If a line in the data holds "list", copy that line out in full.

== == ==

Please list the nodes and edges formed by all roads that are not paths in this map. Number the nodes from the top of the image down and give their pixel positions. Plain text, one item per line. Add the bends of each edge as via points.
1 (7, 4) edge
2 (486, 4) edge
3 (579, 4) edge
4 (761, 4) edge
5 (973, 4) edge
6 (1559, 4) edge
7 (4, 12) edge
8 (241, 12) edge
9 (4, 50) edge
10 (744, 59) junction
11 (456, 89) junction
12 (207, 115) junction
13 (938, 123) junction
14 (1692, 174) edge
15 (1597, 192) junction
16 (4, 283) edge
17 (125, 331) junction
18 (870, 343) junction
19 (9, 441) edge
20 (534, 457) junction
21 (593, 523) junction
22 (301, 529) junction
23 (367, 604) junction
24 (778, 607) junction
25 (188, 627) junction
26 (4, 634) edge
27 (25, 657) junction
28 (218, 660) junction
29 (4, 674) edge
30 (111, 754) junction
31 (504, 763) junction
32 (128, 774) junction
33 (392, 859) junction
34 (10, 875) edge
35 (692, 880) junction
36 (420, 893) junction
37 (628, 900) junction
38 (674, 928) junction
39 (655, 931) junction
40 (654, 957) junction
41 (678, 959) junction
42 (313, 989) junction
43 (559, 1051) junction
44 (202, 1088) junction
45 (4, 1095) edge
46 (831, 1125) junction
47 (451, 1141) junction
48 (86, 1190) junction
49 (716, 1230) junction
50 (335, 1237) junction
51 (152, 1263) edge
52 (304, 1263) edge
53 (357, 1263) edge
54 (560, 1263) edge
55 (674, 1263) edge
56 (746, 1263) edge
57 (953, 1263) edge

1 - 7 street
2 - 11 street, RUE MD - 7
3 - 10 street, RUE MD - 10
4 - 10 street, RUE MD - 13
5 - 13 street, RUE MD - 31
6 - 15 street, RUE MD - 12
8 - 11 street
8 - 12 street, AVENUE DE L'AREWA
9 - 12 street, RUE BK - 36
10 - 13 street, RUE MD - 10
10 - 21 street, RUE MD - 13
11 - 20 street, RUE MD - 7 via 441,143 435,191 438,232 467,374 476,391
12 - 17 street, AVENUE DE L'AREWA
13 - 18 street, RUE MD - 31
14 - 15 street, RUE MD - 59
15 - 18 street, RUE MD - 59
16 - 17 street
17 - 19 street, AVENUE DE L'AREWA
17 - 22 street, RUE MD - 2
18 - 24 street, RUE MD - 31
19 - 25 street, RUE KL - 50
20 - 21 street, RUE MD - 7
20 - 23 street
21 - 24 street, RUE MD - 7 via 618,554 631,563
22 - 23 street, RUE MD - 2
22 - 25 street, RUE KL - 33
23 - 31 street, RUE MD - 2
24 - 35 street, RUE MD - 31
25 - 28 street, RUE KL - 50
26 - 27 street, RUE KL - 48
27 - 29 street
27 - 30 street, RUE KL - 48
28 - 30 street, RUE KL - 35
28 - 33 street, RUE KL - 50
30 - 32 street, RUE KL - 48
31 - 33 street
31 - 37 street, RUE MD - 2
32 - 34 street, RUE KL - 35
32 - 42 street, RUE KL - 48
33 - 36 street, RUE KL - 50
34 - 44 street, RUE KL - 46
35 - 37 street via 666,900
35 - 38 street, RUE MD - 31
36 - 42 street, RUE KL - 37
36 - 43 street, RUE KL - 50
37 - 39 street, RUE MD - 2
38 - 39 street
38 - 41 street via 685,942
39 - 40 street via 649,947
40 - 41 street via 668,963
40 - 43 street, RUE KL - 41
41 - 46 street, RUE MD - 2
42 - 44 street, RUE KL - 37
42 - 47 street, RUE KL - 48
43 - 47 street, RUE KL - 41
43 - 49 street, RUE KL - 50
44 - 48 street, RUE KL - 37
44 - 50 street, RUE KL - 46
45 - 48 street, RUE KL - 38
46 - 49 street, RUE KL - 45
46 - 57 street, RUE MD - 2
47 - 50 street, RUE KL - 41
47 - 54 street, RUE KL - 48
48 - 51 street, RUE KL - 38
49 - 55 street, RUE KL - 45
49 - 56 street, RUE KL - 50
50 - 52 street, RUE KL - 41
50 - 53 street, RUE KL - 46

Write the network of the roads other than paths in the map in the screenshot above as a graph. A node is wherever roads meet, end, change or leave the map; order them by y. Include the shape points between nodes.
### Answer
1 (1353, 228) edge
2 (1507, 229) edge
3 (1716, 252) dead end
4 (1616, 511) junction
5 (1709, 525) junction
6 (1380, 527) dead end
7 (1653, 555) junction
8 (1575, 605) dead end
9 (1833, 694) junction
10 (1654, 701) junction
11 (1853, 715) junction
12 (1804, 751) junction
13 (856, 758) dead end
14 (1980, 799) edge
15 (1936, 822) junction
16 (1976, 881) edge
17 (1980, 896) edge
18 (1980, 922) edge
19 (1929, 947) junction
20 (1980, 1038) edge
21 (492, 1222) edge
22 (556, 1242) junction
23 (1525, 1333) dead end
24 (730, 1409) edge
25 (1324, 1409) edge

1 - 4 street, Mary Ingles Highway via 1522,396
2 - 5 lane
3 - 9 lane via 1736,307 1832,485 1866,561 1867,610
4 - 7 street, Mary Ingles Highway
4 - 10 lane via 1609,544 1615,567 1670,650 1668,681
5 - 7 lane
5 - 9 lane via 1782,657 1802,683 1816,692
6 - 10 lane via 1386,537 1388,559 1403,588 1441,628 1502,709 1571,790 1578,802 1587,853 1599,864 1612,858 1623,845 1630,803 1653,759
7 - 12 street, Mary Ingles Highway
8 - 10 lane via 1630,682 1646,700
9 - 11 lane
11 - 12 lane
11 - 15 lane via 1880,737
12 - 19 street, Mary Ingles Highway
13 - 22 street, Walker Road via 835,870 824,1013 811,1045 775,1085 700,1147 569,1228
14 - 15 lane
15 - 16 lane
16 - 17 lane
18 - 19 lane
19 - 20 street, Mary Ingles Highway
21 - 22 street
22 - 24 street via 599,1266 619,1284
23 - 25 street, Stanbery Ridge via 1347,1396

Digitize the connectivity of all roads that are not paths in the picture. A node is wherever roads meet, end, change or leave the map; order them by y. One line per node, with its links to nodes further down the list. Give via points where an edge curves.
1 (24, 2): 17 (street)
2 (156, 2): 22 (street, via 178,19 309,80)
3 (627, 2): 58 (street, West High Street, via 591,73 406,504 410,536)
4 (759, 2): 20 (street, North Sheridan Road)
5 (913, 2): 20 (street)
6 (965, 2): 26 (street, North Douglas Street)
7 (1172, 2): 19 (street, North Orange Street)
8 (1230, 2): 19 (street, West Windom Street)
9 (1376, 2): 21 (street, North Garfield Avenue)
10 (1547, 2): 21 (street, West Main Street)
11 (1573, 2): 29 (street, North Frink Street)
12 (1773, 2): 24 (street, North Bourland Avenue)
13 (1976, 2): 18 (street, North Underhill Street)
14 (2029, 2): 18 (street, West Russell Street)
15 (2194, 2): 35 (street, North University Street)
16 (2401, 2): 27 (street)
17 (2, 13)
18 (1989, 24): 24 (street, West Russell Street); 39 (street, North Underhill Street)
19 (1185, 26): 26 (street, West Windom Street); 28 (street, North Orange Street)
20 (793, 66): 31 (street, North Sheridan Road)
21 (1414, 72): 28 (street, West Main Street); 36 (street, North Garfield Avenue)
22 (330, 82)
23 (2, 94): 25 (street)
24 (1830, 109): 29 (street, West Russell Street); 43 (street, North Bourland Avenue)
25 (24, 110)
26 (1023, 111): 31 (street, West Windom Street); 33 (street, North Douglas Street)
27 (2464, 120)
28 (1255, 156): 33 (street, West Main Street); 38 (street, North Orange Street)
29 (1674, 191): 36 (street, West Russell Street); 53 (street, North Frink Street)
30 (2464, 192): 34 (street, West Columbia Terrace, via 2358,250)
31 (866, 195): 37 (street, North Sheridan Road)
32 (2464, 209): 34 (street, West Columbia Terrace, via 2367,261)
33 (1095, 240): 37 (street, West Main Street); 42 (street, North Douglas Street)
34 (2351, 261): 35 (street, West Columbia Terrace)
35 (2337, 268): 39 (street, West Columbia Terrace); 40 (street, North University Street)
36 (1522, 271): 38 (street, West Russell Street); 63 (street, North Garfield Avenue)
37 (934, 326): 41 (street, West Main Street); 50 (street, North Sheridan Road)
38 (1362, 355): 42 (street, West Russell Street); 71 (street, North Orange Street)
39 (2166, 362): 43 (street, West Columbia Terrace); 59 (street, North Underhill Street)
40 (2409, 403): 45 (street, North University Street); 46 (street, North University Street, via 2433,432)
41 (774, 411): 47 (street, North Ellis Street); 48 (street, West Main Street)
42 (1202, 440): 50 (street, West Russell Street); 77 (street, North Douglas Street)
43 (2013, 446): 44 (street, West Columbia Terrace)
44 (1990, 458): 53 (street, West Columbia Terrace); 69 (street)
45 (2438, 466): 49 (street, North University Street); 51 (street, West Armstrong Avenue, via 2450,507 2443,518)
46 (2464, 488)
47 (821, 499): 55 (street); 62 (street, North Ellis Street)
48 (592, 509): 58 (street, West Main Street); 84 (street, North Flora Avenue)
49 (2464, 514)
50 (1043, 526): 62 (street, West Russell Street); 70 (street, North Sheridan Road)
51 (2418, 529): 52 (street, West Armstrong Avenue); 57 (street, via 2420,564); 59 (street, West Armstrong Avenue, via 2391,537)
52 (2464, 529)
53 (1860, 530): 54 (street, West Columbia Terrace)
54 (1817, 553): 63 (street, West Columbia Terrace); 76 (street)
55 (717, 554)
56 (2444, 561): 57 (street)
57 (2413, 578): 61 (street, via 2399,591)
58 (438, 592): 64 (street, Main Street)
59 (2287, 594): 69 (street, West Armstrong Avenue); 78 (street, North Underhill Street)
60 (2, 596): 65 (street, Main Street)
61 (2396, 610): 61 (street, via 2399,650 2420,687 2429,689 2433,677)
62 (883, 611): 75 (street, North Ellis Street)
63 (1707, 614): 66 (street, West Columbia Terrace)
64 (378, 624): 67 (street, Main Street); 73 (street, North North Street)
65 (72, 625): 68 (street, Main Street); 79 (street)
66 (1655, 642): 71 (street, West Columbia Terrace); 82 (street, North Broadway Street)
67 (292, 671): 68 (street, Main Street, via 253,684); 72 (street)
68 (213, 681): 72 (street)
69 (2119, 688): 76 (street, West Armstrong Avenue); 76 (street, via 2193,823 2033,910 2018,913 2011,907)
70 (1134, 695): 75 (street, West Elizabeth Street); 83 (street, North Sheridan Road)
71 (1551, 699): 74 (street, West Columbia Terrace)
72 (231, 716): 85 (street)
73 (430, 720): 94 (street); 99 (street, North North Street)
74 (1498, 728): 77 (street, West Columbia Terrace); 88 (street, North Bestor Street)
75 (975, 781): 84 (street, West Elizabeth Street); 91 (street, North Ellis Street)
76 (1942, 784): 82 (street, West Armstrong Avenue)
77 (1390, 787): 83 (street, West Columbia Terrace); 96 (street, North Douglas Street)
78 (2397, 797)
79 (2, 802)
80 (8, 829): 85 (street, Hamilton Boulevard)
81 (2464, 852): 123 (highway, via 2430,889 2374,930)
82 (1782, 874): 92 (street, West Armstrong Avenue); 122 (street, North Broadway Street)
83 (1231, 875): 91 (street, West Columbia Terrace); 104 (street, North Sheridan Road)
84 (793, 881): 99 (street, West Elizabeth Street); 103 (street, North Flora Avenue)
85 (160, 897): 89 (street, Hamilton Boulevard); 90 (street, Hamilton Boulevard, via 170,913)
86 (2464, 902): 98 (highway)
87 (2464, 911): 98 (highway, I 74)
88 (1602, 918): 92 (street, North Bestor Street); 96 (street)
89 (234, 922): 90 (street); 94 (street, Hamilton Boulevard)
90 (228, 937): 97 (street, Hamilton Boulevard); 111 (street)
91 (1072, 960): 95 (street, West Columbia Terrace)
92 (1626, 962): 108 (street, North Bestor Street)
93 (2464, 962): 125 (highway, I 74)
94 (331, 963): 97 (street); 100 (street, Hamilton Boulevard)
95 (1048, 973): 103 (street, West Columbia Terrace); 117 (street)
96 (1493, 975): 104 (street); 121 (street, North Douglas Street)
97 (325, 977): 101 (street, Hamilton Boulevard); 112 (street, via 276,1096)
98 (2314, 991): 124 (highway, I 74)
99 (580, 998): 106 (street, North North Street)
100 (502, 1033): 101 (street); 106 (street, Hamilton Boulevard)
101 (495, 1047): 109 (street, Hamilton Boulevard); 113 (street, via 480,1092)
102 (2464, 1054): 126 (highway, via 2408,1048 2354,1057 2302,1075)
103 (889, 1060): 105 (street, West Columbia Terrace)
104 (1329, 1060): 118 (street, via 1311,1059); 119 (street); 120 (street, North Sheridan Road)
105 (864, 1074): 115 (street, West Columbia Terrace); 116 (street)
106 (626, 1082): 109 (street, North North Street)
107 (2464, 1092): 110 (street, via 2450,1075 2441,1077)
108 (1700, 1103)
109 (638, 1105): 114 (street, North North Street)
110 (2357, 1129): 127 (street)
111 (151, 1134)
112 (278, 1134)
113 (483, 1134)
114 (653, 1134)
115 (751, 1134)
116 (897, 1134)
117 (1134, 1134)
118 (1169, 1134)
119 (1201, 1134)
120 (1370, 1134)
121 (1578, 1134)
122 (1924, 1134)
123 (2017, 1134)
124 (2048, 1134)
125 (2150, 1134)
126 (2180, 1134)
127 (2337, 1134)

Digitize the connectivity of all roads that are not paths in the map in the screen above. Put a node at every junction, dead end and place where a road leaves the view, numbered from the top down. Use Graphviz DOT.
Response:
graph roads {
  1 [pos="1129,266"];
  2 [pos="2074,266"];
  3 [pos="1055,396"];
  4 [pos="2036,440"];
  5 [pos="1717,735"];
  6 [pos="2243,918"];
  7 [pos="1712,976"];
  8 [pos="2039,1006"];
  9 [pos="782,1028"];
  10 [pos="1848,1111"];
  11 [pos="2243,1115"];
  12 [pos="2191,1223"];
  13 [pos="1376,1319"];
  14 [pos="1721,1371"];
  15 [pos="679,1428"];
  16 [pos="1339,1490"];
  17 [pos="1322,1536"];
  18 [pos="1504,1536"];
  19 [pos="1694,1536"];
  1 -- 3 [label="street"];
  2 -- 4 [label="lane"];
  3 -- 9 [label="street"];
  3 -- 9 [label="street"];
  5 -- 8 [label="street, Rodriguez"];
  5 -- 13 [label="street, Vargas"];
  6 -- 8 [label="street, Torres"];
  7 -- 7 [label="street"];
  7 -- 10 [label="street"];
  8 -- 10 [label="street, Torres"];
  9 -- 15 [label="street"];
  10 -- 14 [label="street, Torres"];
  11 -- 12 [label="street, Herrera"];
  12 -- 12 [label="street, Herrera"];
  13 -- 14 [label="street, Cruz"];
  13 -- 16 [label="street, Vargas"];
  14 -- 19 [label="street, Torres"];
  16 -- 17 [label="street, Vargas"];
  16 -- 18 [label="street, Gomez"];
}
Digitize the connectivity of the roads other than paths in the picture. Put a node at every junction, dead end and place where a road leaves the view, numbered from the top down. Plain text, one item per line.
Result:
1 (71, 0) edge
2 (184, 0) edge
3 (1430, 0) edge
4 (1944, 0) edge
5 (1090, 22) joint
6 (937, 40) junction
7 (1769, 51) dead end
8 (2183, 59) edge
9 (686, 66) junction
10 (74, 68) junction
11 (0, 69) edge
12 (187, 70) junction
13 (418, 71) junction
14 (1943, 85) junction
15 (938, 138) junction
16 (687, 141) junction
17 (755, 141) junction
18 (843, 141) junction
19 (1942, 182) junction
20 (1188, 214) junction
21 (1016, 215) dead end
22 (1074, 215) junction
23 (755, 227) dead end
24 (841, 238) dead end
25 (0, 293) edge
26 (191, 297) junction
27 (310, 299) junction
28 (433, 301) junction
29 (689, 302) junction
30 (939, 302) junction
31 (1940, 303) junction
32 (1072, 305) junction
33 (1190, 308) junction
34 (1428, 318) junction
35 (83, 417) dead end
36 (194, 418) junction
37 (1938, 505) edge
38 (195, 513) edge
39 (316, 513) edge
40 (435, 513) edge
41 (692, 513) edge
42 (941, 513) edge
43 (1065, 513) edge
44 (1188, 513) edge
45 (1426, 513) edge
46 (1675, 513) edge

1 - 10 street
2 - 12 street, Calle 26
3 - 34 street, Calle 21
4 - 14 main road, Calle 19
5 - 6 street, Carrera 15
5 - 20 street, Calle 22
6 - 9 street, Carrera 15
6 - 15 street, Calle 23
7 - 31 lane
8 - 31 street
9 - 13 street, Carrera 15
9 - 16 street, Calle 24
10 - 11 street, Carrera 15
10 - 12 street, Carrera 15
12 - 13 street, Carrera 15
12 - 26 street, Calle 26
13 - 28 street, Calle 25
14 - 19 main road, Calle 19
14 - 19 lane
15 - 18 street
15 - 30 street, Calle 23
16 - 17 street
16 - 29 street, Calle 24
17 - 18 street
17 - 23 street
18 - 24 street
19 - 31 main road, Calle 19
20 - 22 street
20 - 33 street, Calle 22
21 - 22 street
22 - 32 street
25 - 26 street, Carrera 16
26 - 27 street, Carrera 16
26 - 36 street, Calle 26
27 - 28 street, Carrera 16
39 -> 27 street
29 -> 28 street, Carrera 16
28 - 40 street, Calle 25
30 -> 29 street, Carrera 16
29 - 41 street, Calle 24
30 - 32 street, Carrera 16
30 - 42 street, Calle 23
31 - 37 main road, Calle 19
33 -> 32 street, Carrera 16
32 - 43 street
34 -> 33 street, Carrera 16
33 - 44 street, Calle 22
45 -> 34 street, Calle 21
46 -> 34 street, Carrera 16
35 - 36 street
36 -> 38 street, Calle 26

== == ==

▶ Reply
Please list the nodes and edges formed by all roads that are not paths in this map. Number the nodes from the top of the image down and give their pixel positions. Plain text, one item per line. Add the bends of each edge as via points.
Digitize the connectivity of all roads that are not paths in the picture. A node is wherever roads meet, end, change or leave the map; order them by y. One line per node, with its links to nodes further down the list. Give via points where an edge curves.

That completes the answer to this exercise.